In addition, the moving object detection device according to the embodiment of the present disclosure can detect a plurality of sets of position information of the object to be detected from a single code image. Specifically, when the detection unit 530 decodes the encoded image using the moving object detection algorithm, a plurality of decoded images may be obtained based on a single encoded image, and the plurality of decoded images may respectively correspond to respective ones of the first number of modulation signals. According to an example of an embodiment of the present disclosure, the number of decoded images obtained from a single encoded image may be equal to the first number of modulation signals. The detection unit 530 performs object detection on the obtained plurality of decoded images, respectively, and can determine the position and the category of the object to be detected in the plurality of decoded images. Since the imaging light signal of the scene to be detected is time-varying and each of the first number of modulation signals is sequentially selected for modulating the imaging light signal within a predetermined time period to generate the encoded image, the plurality of decoded images respectively corresponding to each modulation signal correspond to the scene to be detected at different times, and therefore, the position of the object to be detected in the plurality of decoded images may reflect the motion trajectory of the object to be detected, as shown in the exemplary detection results in fig. 4A-4C.

By utilizing the moving object detection device according to the above-mentioned embodiment of the present disclosure, a single coded image of a moving object can be generated within a long exposure time, and the category of the moving object and a plurality of sets of position information according to a time sequence can be detected from the single coded image, so that the efficiency of object detection is greatly improved, especially when tracking detection is performed on a high-speed moving object, the moving trajectory of the high-speed moving object within a long time can be recovered by using the moving object detection device according to the embodiment of the present disclosure under the condition of capturing only a few coded images, and a high-speed camera is not required, so that the cost and data burden of a system are greatly reduced while the high-efficiency detection of the high-speed moving object is realized.

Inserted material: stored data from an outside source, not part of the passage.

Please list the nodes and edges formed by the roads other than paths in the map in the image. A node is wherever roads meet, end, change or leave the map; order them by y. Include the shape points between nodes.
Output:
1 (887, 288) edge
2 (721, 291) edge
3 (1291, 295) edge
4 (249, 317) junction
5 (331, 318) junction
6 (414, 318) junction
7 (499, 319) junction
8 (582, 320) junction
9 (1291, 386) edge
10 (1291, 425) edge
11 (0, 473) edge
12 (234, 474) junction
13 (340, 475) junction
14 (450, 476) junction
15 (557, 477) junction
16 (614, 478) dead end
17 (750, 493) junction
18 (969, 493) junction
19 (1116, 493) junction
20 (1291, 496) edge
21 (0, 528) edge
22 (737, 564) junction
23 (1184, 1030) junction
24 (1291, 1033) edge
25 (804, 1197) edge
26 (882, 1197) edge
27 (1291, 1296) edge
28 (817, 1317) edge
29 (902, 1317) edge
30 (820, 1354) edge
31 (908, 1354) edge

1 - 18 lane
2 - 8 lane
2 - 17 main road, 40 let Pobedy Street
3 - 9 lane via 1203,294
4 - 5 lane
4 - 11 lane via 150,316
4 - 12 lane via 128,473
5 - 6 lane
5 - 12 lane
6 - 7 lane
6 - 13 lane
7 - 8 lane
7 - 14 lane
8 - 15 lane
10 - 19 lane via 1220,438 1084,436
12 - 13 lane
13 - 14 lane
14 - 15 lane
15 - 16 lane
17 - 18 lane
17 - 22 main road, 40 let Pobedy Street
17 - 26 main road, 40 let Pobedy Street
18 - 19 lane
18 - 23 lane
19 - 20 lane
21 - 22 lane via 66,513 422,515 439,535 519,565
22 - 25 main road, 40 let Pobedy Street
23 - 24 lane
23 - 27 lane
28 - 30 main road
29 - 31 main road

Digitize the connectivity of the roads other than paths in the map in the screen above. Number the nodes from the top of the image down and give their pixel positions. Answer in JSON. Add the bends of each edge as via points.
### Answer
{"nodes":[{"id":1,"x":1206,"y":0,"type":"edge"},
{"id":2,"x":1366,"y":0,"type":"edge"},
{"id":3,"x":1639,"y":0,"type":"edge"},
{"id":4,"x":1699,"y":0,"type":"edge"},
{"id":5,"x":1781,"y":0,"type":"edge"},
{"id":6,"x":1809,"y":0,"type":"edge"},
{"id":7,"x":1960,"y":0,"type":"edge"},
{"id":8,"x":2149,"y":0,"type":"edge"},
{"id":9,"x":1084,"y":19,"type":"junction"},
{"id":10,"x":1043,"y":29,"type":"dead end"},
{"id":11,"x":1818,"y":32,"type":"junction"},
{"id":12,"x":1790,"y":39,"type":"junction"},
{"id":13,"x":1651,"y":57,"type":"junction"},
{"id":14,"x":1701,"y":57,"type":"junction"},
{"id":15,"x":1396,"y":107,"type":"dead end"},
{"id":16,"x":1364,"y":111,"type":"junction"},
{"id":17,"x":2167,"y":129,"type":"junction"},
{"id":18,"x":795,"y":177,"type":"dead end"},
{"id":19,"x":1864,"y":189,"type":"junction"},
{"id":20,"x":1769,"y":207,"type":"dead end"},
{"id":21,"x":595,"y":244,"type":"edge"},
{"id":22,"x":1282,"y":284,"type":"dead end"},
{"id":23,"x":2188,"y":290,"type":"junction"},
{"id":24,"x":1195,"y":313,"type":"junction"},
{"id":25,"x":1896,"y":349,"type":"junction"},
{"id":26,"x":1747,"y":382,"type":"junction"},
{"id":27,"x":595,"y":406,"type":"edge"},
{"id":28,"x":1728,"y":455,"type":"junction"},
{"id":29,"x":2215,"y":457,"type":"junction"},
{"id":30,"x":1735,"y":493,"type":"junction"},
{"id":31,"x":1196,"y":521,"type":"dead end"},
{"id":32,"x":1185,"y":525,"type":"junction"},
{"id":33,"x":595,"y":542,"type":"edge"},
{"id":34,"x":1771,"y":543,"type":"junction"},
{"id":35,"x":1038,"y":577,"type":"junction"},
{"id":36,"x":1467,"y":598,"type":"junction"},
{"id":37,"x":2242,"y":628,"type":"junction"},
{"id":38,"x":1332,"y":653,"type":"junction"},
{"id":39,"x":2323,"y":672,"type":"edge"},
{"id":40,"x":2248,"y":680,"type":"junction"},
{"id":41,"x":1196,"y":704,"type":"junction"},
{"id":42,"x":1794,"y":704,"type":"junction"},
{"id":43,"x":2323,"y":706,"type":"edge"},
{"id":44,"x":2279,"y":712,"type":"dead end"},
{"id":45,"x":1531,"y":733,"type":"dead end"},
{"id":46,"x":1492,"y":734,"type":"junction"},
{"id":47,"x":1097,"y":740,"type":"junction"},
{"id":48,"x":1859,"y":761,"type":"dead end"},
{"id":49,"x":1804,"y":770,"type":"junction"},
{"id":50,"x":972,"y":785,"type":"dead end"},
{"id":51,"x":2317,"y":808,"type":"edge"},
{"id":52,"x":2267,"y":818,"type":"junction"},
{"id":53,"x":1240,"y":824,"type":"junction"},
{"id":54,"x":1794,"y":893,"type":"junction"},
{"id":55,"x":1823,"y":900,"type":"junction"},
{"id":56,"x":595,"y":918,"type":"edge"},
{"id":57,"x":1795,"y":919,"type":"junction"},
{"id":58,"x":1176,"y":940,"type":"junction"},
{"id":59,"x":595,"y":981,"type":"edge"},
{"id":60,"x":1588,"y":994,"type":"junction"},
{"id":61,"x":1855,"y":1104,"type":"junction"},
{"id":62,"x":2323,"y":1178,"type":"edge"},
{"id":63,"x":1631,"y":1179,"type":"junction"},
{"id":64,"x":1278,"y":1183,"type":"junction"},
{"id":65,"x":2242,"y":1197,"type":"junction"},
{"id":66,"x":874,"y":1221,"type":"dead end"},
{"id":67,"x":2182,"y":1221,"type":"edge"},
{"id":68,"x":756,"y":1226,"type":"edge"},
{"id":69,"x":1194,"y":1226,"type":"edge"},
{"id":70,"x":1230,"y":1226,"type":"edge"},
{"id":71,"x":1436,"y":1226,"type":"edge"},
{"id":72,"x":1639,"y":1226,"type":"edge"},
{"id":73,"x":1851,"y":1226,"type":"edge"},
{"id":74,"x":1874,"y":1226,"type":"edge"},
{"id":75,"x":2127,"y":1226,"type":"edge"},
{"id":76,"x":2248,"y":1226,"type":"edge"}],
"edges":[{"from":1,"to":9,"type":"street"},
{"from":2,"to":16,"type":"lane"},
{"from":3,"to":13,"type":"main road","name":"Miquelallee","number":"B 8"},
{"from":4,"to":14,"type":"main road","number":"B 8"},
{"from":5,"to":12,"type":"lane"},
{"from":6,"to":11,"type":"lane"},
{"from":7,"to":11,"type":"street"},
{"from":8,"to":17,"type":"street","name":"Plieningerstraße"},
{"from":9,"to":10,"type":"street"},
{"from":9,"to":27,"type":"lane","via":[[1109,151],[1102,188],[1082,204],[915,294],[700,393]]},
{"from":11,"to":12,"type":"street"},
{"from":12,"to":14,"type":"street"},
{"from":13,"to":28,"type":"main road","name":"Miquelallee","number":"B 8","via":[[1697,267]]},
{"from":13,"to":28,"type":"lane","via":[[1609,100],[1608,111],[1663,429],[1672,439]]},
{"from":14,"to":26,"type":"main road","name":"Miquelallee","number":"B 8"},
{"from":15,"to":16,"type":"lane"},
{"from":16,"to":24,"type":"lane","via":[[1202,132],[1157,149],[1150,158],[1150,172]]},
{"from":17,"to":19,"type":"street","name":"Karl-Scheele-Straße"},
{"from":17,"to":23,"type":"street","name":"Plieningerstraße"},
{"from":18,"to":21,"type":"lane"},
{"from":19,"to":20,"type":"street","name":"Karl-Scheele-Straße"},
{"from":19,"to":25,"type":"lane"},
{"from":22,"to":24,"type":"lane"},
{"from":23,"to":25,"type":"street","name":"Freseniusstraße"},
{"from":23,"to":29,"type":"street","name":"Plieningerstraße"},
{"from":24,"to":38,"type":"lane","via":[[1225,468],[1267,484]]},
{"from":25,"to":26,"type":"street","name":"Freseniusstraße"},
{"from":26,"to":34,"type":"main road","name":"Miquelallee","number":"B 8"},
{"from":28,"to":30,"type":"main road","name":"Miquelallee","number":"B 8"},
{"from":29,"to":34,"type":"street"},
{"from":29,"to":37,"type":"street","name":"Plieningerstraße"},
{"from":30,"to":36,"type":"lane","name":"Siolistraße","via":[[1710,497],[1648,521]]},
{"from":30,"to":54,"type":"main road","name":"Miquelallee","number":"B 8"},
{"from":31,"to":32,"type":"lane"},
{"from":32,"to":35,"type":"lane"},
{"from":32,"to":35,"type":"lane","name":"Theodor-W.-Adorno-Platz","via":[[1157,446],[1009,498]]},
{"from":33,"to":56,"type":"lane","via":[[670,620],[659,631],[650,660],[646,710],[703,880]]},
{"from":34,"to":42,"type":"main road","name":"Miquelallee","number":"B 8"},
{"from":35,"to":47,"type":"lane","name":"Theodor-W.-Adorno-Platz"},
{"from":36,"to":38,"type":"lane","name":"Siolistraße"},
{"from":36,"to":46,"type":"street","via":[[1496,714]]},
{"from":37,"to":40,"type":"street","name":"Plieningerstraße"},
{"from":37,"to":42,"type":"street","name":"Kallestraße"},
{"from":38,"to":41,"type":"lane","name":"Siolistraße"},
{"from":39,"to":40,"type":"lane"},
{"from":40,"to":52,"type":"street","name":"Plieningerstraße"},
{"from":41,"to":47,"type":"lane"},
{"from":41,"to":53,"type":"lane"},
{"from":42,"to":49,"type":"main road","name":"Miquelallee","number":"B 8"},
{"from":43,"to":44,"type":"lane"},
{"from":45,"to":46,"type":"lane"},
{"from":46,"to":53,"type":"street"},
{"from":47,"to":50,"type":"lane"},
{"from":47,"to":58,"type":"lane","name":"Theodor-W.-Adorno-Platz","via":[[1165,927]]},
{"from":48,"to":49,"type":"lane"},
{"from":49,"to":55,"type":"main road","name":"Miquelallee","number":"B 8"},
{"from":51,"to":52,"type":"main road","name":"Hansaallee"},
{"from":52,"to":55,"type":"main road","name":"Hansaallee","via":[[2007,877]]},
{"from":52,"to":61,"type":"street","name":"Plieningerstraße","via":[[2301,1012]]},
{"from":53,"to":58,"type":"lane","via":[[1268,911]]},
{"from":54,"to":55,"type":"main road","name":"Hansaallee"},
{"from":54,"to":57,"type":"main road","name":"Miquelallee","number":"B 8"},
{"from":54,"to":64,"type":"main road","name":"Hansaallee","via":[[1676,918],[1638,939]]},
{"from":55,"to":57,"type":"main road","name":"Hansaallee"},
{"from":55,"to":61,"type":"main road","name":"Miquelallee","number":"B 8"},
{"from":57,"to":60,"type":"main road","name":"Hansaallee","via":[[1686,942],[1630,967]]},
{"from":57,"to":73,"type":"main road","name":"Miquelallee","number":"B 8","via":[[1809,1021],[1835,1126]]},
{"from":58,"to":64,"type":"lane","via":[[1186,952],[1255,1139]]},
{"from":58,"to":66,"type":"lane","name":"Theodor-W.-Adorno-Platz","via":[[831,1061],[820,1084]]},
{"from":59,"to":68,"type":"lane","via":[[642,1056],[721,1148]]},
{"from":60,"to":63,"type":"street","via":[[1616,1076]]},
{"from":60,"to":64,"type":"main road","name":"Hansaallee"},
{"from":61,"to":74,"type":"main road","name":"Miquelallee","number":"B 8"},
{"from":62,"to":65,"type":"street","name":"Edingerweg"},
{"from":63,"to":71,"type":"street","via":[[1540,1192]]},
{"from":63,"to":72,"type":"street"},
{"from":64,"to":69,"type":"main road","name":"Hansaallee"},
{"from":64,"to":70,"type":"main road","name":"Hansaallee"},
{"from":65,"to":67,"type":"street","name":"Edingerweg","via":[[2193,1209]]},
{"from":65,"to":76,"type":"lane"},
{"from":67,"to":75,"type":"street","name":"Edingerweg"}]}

Next, a moving object detection device according to an embodiment of the present disclosure is described with reference to fig. 6. Fig. 6 shows a schematic structural diagram of a moving object detection device 600 according to an embodiment of the present disclosure. Since the moving object detection device 600 has the same details as the moving object detection method 200 described above in conjunction with fig. 2, a detailed description of the same is omitted here for the sake of simplicity. As shown in fig. 6, the moving object detection device 600 may include an imaging lens 610, a spatial light modulator 620, an image detector 630, and one or more processors 640. In addition to these four units, the moving object detection apparatus 600 may further include other components, for example, one or more storage devices, input/output components, and the like, which are not particularly limited by the embodiments of the present disclosure.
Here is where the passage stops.